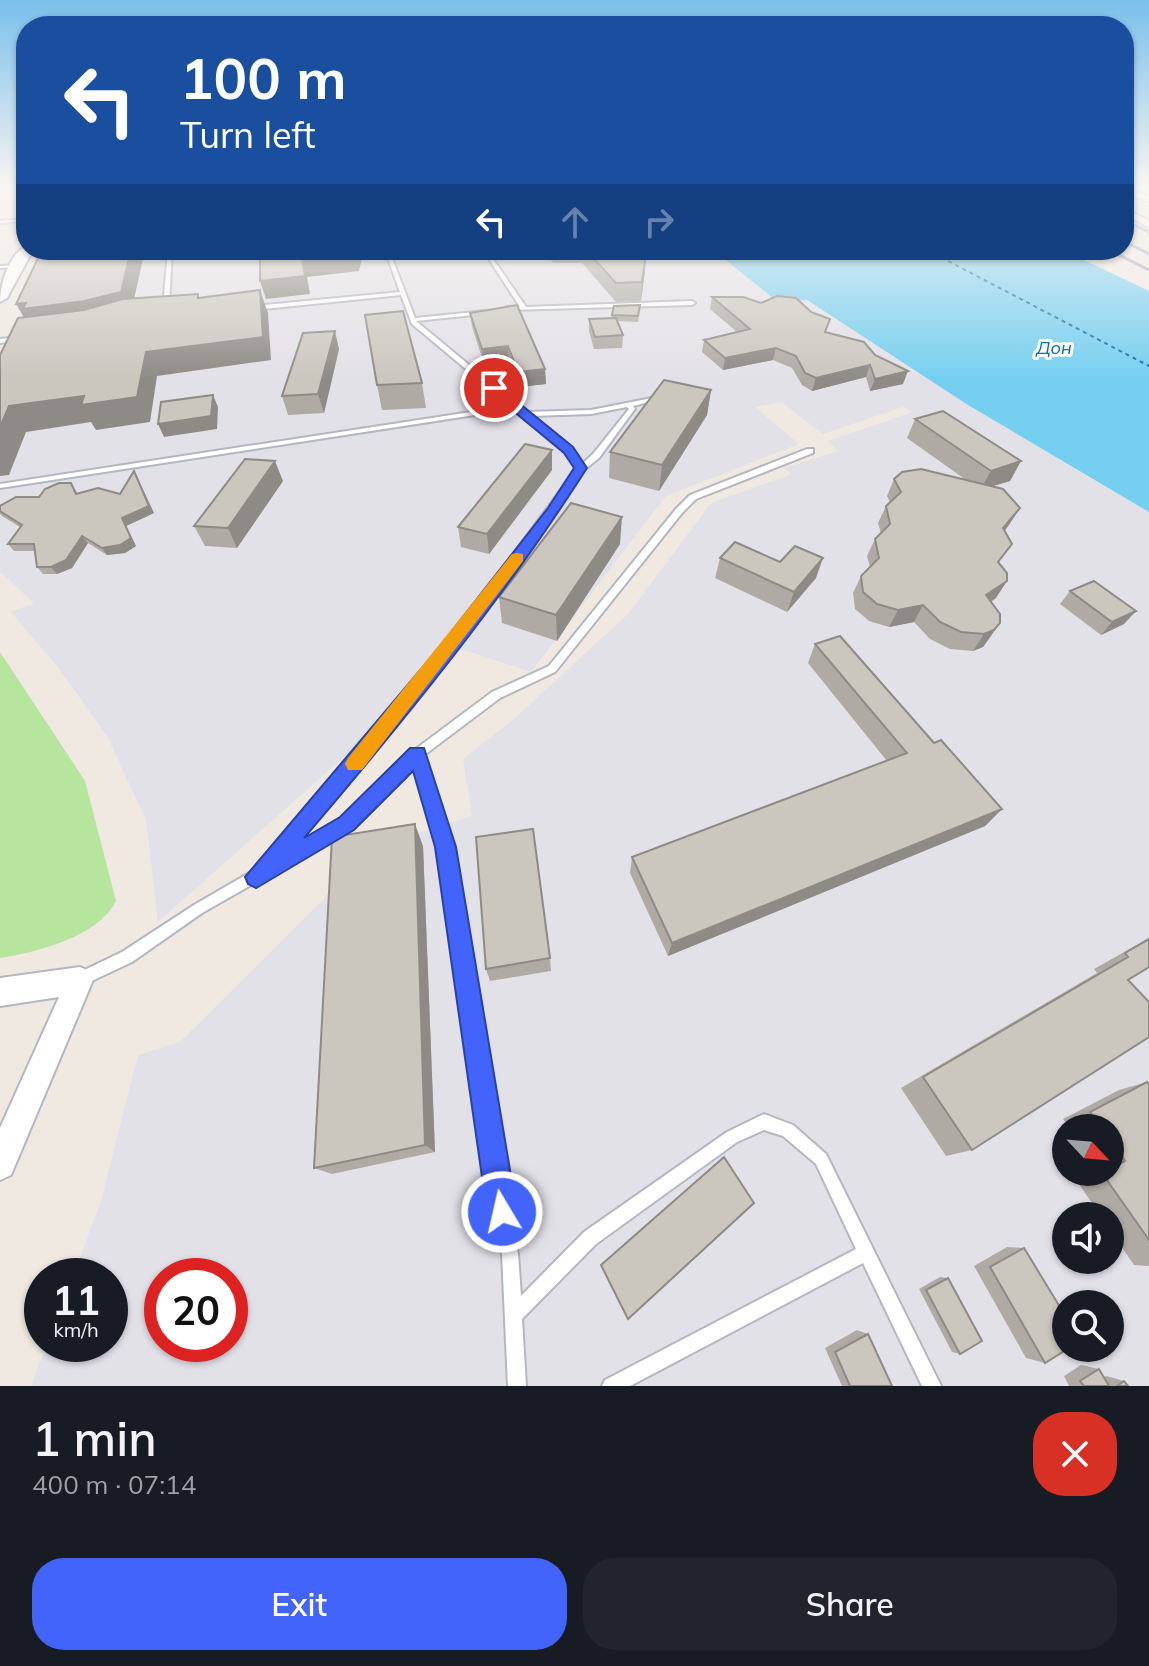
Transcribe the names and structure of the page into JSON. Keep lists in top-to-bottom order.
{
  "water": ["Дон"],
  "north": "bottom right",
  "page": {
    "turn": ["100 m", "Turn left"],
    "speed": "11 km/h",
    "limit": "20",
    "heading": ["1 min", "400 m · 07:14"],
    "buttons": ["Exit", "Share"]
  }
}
______
Whatever pictures the entries contain, omit them, and write the rest out exactly.

#### [SOLUTION]
Transcribe the names and structure of the page into JSON. Keep lists in top-to-bottom order.
{
  "water": ["Дон"],
  "north": "bottom right",
  "page": {
    "turn": ["100 m", "Turn left"],
    "speed": "11 km/h",
    "limit": "20",
    "heading": ["1 min", "400 m · 07:14"],
    "buttons": ["Exit", "Share"]
  }
}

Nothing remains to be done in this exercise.